Выбрать главу

А почему не испробовать ее и в Европе? Возможно, для простых людей во всех обществах существует «глубинная потребность в доверии к миропорядку», универсальным выражением которого является «представление о материнской сущности страны и отцовской сущности императора»{74}. Лишь «упразднение титула римского императора» в 1806 г, развязало бешеную конкуренцию европейских империализмов, ввергнувшую Европу в анархическое, разорительное и «развращающее» состояние, и выбраться из него «можно будет… только с помощью будущих войн или масштабного территориального переустройства»{75}.

Образ обновленной европейской вселенской монархии, который Паке набросал, поглядывая на Китай и Японию, содержал все черты новоевропейской консервативной утопии и — добавим, забегая вперед, — через пять лет послужил для него одним из мостов к идеям и практикам большевистской революции. Обновленная европейская имперская власть, считал Паке, должна взять на себя «формирование наднационального права», а также задачу «прокладывания путей между нуждой бедных и полезными ископаемыми, которые сокрыты в недрах еще недоступных частей земли». В ее задачи входили бы также «урегулирование миграции и расселения, ликвидация вредной монополии частных лиц на землю и средства производства» и «повышение общего уровня масс посредством просвещения, не отстающего от стремительного роста населения»{76}. А поскольку китайская императорская власть «правила коммунистически упорядоченной империей», то и русские мыслители вроде Леонтьева уже давно считали, что «абсолютизм скорее сочетается с социализмом, чем с буржуазным либерализмом»{77}.

В таких рамках могла бы образоваться новая аристократия — из синтеза традиционной родовой знати и «аристократии подлинных народных вождей». Из их среды можно было бы, наконец, избрать платоновского монарха и философа — должность, для которой германский кайзер представлялся первым, но не единственным возможным кандидатом, тем более что Вильгельму II, осторожно высказывает свое недовольство Паке, «к сожалению, многого не хватает для воплощения идеи императора»{78}.

Но Германия казалась Паке европейским «срединным царством», предопределенным природой и историей.
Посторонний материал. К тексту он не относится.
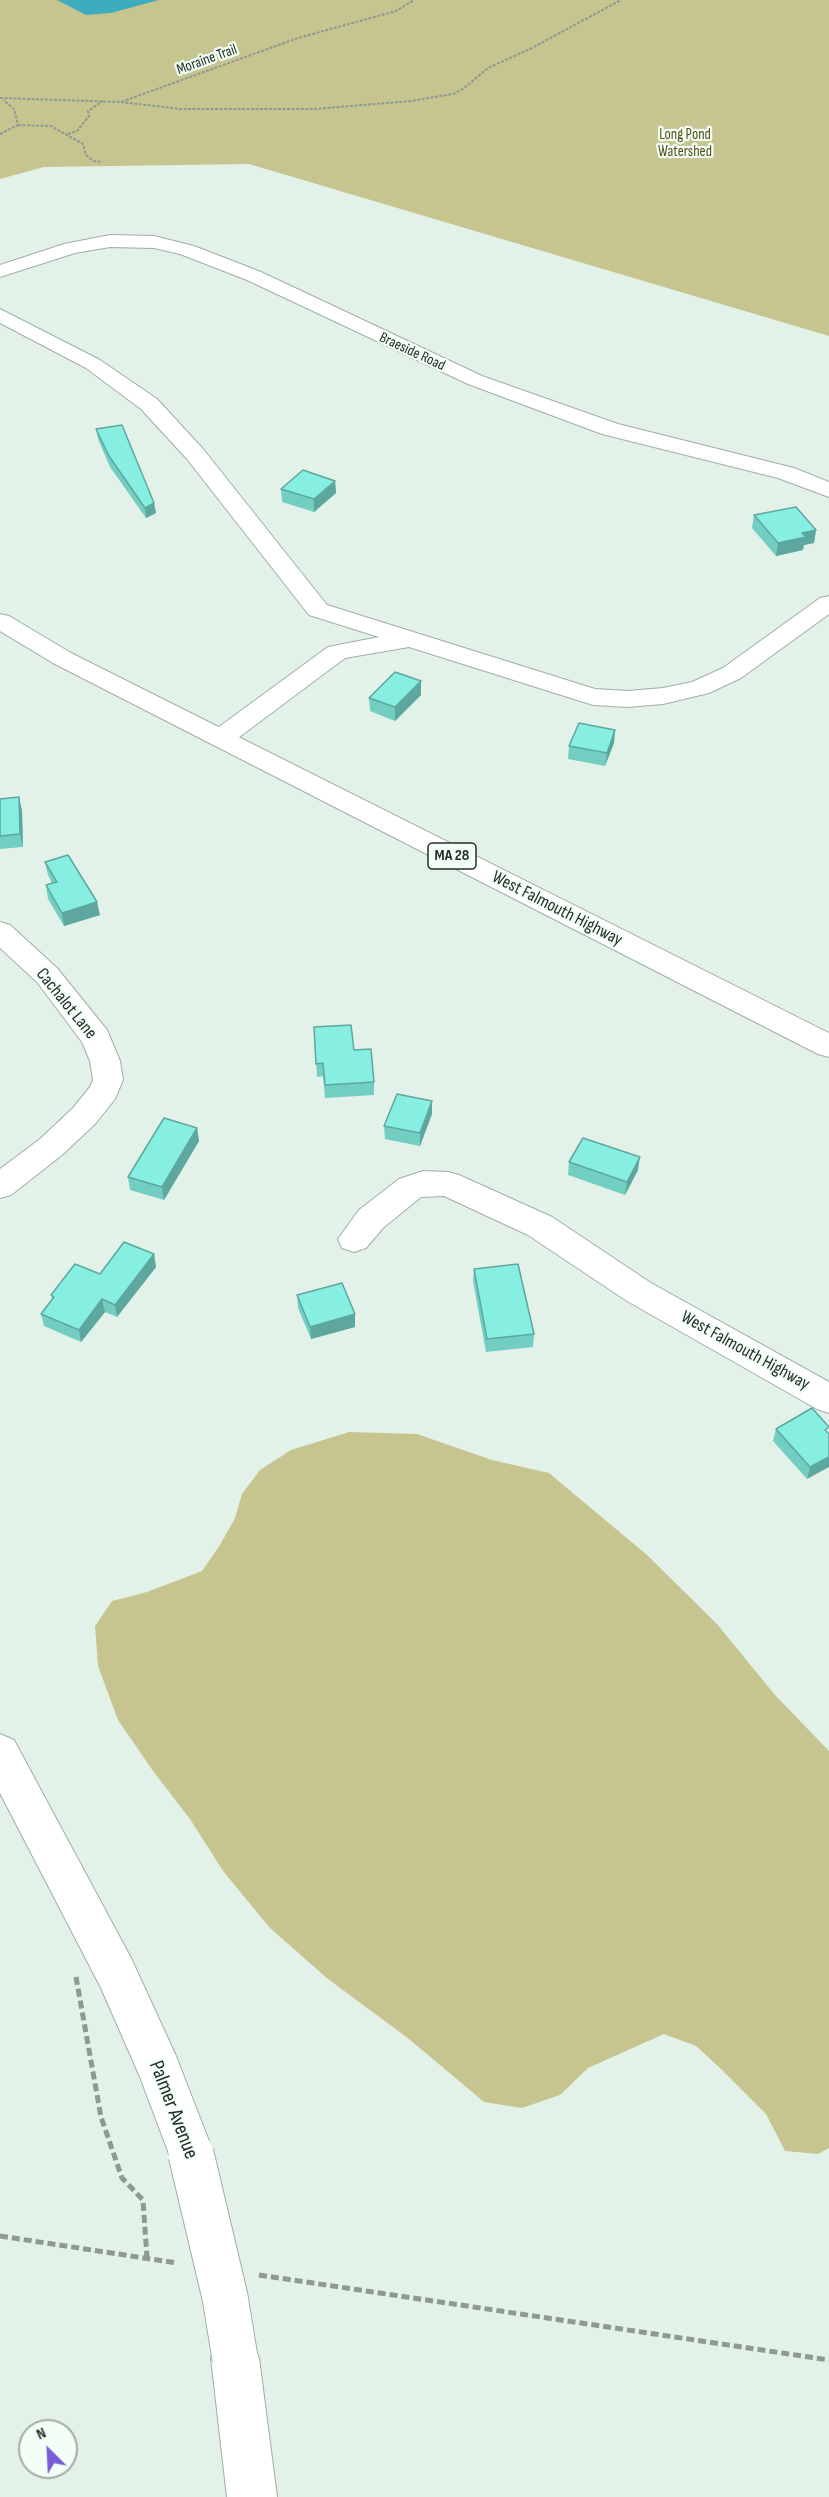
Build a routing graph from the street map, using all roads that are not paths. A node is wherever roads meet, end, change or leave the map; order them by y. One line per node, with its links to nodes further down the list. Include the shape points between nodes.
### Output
1 (0, 271): 3 (main road, Braeside Road, via 72,248 110,241 154,242 187,250 254,276 475,380 610,429 786,473)
2 (0, 315): 5 (main road, via 93,364 150,404 195,454)
3 (829, 490)
4 (829, 603): 8 (main road, via 732,673 700,688 628,699 593,697)
5 (318, 610): 8 (main road); 9 (main road)
6 (0, 621): 10 (main road, MA 28)
7 (0, 631): 10 (main road, MA 28)
8 (409, 639): 9 (main road)
9 (337, 652): 11 (main road)
10 (62, 658): 11 (main road, MA 28)
11 (221, 738): 13 (main road, West Falmouth Highway / MA 28)
12 (0, 932): 14 (main road, Cachalot Lane, via 47,975 96,1038 108,1080 84,1116)
13 (829, 1046)
14 (0, 1186)
15 (354, 1239): 16 (main road, West Falmouth Highway, via 371,1219 410,1188 423,1183 448,1184 540,1226 639,1292)
16 (829, 1399)
17 (0, 1754): 18 (main road, Palmer Avenue, bridge, via 116,1973 191,2154 225,2297)
18 (252, 2497)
Если ее соседи считали объединенную Европу реализуемой только посредством уничтожения империи, то Германия, полагал Паке, ищет «осуществления европейской идеи на пути согласия с соседними славянскими народами и с Францией». Путь к осуществлению Европы ведет поэтому через лидирующую — или разрушенную — Германию. «Цена немецкой победы, однако, имела бы всемирное значение: союз с Англией и Францией на все времена и желанное расширение на восток. Группа славянских государств под властью габсбургского властителя, свободный доступ к Передней Азии: вот путь, предначертанный для величайшей империи»{79}.
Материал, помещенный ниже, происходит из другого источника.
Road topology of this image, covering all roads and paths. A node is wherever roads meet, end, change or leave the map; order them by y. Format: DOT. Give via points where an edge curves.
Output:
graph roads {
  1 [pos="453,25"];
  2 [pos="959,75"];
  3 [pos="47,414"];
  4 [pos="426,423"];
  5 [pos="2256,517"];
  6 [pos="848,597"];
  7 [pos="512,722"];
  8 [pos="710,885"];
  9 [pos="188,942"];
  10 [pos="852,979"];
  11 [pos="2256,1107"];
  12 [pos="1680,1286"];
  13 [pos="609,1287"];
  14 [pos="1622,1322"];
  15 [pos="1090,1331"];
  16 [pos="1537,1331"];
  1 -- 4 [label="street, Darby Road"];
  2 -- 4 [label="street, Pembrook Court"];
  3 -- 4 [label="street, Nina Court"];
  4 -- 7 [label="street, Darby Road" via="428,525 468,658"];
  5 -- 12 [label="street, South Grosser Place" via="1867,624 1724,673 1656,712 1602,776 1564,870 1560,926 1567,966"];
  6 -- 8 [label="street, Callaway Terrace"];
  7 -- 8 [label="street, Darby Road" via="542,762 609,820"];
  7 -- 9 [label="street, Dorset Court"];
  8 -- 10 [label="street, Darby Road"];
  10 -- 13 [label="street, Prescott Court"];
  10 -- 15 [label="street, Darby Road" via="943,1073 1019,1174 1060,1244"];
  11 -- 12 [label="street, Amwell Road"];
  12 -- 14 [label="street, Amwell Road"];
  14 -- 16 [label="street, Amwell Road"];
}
2. Немцы как «всемирный народ»

Необычайная экзальтированность проектов переустройства жизни и мира, составленных молодым Паке, на свой лад отражала переход от «пресыщенной», сосредоточенной на Европе политики равновесия, проводившейся Бисмарком, к далеко идущей «мировой политике» вильгельмовской эры, зримым символом и мнимым средством власти которой служило строительство военно-морского флота.

Немецкая мечта о море была связана не только с далекими завоевательными целями, но и с неслыханной, еще неопределенной метаморфозой самой немецкой нации — с ее превращением во «всемирный народ» par excellence. Вильгельм II с лирическим энтузиазмом говорил об «ударе океанских волн», которые «мощно… бьют во врата нашего народа, вынуждая его занять свое место в мире, подобающее великому народу, одним словом, принуждая его к мировой политике»{80}. Шифром необходимости выхода из «тесноты», в которой Германии приходилось пребывать как центральноевропейской державе, стала мечта о «заокеанье» (Ubersee). Страсть Паке к трансконтинентальным железным дорогам непосредственно дополняла эти морские фантазии; так, в широких русских паровозах ему виделись сухопутные корабли, плывущие в Сибирь — «Тихий океан царя»{81}.